(Data entries)
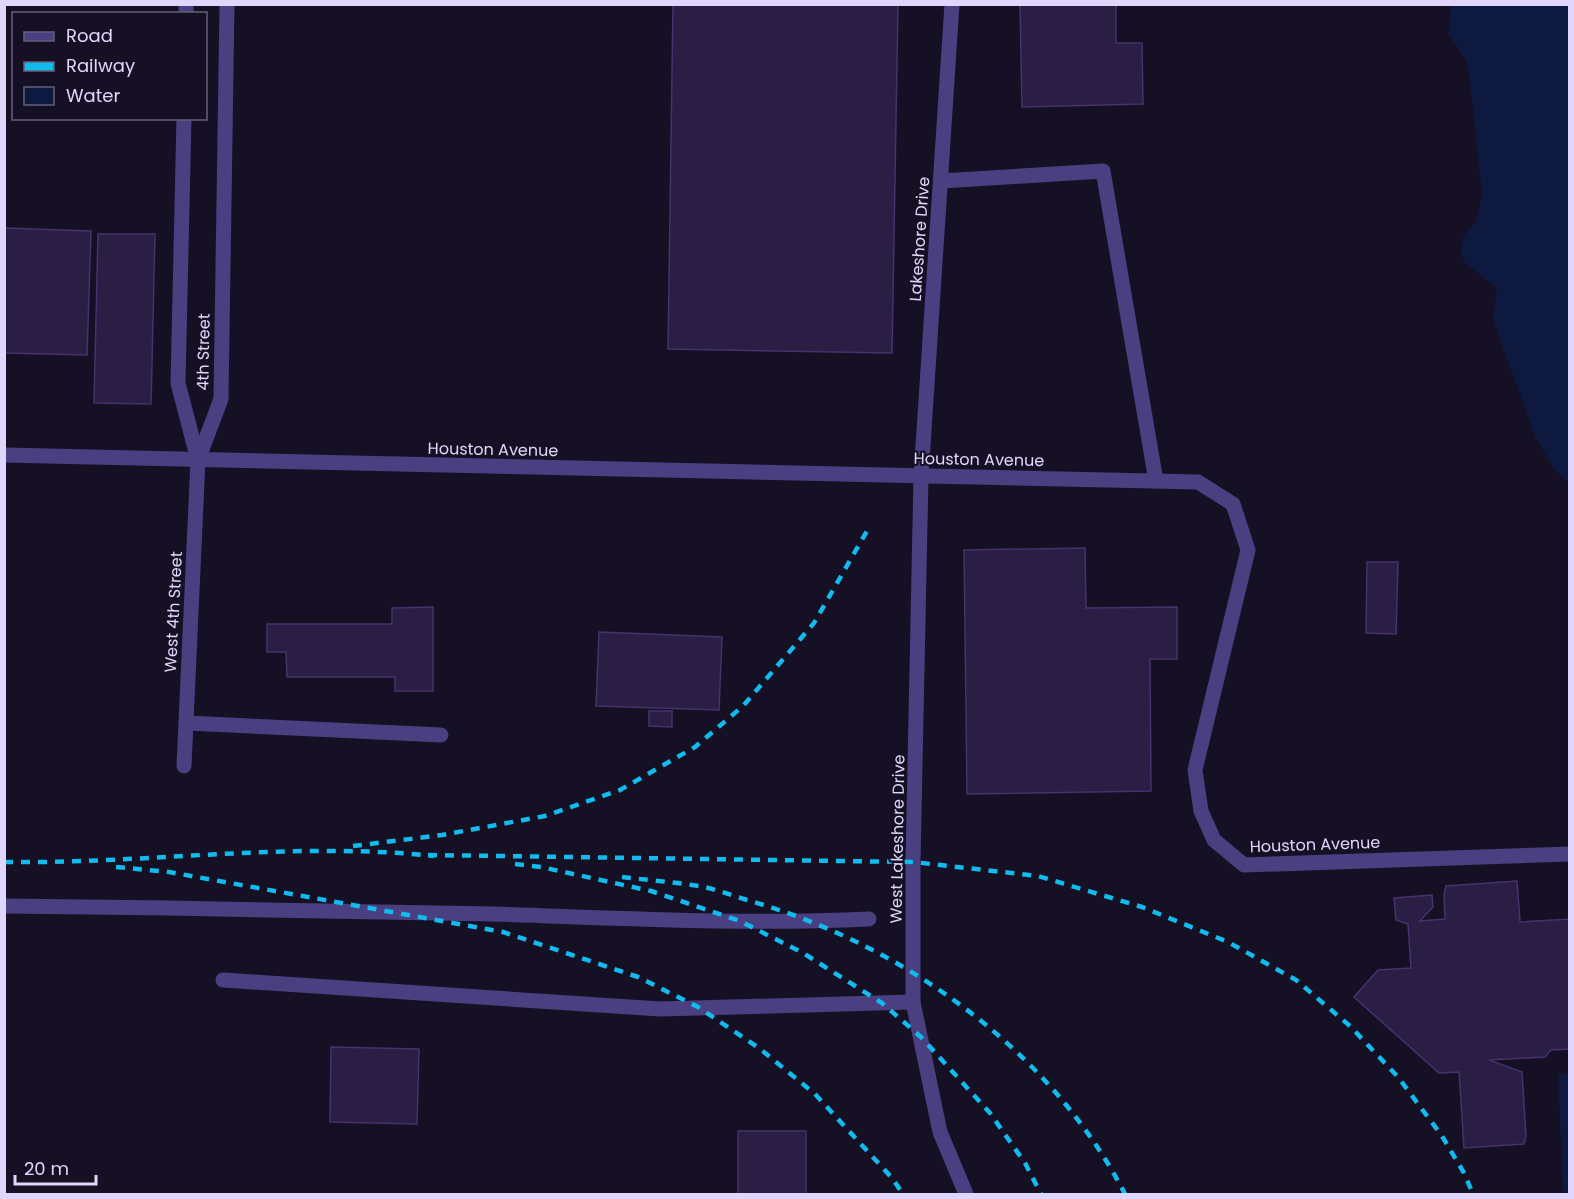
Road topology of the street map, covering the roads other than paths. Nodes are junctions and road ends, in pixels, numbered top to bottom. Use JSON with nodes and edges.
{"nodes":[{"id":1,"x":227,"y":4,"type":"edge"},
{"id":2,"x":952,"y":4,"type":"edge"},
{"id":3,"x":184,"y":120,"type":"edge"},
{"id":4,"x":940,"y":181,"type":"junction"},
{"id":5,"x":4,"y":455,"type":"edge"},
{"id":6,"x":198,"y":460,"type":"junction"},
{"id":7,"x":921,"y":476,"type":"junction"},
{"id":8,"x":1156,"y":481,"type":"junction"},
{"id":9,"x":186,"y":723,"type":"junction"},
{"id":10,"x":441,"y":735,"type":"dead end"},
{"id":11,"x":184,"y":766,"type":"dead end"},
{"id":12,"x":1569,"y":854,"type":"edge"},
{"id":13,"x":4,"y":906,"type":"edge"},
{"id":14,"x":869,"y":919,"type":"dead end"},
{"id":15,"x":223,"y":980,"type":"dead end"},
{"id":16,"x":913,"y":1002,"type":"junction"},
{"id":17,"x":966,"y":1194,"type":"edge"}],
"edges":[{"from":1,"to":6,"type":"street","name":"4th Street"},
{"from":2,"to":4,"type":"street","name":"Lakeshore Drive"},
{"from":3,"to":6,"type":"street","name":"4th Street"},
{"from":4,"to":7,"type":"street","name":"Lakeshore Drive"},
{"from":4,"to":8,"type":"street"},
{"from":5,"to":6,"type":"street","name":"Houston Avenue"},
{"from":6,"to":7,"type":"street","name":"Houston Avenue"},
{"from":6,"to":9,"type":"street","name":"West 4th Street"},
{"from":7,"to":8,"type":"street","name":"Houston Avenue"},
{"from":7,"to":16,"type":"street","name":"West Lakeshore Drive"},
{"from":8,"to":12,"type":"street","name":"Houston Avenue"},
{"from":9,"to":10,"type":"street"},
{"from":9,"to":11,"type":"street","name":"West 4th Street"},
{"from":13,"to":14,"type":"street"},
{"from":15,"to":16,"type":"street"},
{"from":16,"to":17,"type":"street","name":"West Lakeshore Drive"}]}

## Problem to work on
In the copy, include every entry above exactly and leave out each picture.

## Task solution
Road topology of the street map, covering the roads other than paths. Nodes are junctions and road ends, in pixels, numbered top to bottom. Use JSON with nodes and edges.
{"nodes":[{"id":1,"x":227,"y":4,"type":"edge"},
{"id":2,"x":952,"y":4,"type":"edge"},
{"id":3,"x":184,"y":120,"type":"edge"},
{"id":4,"x":940,"y":181,"type":"junction"},
{"id":5,"x":4,"y":455,"type":"edge"},
{"id":6,"x":198,"y":460,"type":"junction"},
{"id":7,"x":921,"y":476,"type":"junction"},
{"id":8,"x":1156,"y":481,"type":"junction"},
{"id":9,"x":186,"y":723,"type":"junction"},
{"id":10,"x":441,"y":735,"type":"dead end"},
{"id":11,"x":184,"y":766,"type":"dead end"},
{"id":12,"x":1569,"y":854,"type":"edge"},
{"id":13,"x":4,"y":906,"type":"edge"},
{"id":14,"x":869,"y":919,"type":"dead end"},
{"id":15,"x":223,"y":980,"type":"dead end"},
{"id":16,"x":913,"y":1002,"type":"junction"},
{"id":17,"x":966,"y":1194,"type":"edge"}],
"edges":[{"from":1,"to":6,"type":"street","name":"4th Street"},
{"from":2,"to":4,"type":"street","name":"Lakeshore Drive"},
{"from":3,"to":6,"type":"street","name":"4th Street"},
{"from":4,"to":7,"type":"street","name":"Lakeshore Drive"},
{"from":4,"to":8,"type":"street"},
{"from":5,"to":6,"type":"street","name":"Houston Avenue"},
{"from":6,"to":7,"type":"street","name":"Houston Avenue"},
{"from":6,"to":9,"type":"street","name":"West 4th Street"},
{"from":7,"to":8,"type":"street","name":"Houston Avenue"},
{"from":7,"to":16,"type":"street","name":"West Lakeshore Drive"},
{"from":8,"to":12,"type":"street","name":"Houston Avenue"},
{"from":9,"to":10,"type":"street"},
{"from":9,"to":11,"type":"street","name":"West 4th Street"},
{"from":13,"to":14,"type":"street"},
{"from":15,"to":16,"type":"street"},
{"from":16,"to":17,"type":"street","name":"West Lakeshore Drive"}]}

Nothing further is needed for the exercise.